Mittwoch, 1. Juni 2011

Nur Zuschauer?




Dank 3-D-Brillen ist es möglich, einen Film nicht bloss auf der Leinwand
anzuschauen, sondern sich mittendrin zu fühlen im Geschehen, hautnah dabei.
Und doch ist alles nur Illusion. Wenn der Film zu Ende ist, sitzen wir
Zuschauer immer noch in derselben Reihe auf dem gleichen Platz. Gott sei
Dank, möchte man sagen, denn wer weiss, ob wir aus so einem Film sonst
wieder heil herauskämen. Gott sei Dank auch, weil wir als Zuschauer nicht
schuldig werden können.

Im realen Leben geht das nicht. Wenn wir Zeugen eines Geschehens werden,
können wir nicht einfach nur Zaungäste bleiben.

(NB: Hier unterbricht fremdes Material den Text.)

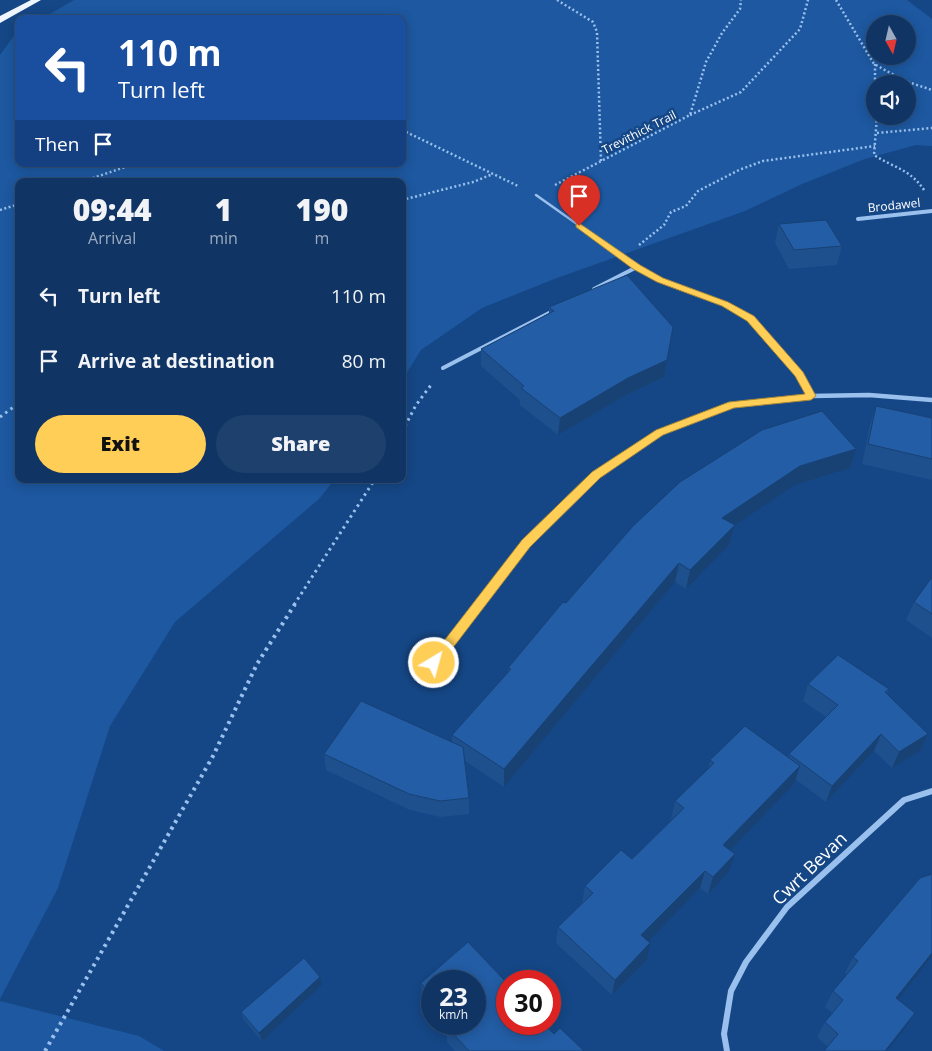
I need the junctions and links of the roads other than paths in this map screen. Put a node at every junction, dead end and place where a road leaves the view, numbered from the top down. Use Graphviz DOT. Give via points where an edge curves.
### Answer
graph roads {
  1 [pos="37,0"];
  2 [pos="0,20"];
  3 [pos="536,195"];
  4 [pos="932,211"];
  5 [pos="858,219"];
  6 [pos="636,267"];
  7 [pos="592,290"];
  8 [pos="557,308"];
  9 [pos="443,368"];
  10 [pos="811,396"];
  11 [pos="932,400"];
  12 [pos="423,678"];
  13 [pos="932,791"];
  14 [pos="727,1051"];
  1 -- 2 [label="highway"];
  3 -- 6 [label="lane"];
  4 -- 5 [label="street, Brodawel"];
  6 -- 7 [label="lane"];
  6 -- 10 [label="lane" via="751,318 800,374"];
  8 -- 9 [label="lane"];
  10 -- 11 [label="street" via="869,395"];
  10 -- 12 [label="street" via="733,404 659,432 596,475 526,544"];
  13 -- 14 [label="street, Cwrt Bevan" via="904,800 787,907 746,962 731,991 724,1034"];
}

In der vergangenen Woche konnte ein psychisch kranker Mann in Basel von der
Polizei nach 48 Stunden endlich dazu bewogen werden, das Dach seines Hauses
zu verlassen. Das riesige Polizeiaufgebot war aber vor allem wegen der
unzähligen Gaffer nötig geworden.

Wer Zeuge wird, sollte die Rolle des Zuschauers aufgeben. Sonst bleibt es
beim Gaffen und Beklatschen, wie folgende kleine Geschichte zeigt:

In einer Stadt führte ein Seiltänzer in schwindelnder Höhe seine Kunststücke
vor. Zum Schluss die Hauptattraktion: Er schiebt eine Schubkarre über das
schwankende Seil. Als er sicher auf der anderen Seite angekommen ist, fragt
er die Zuschauer, ob sie es ihm zutrauen, die Karre auch wieder zurück zu
schieben. Die Menge klatscht begeistert Beifall. Dann fragt er einen
einzelnen, der unten am Mast steht: „Sie, trauen Sie es mir auch zu, dass
ich die Karre wieder zurückschiebe?“ „Aber sicher!“ ruft der zurück und
klatscht. Der Akrobat sagt: „Dann kommen Sie doch herauf und steigen Sie
ein, dann schiebe ich Sie hinüber!“ – „Nein“, sagt der erschrocken. So hatte
er es nicht gemeint, er wollte doch Zuschauer bleiben.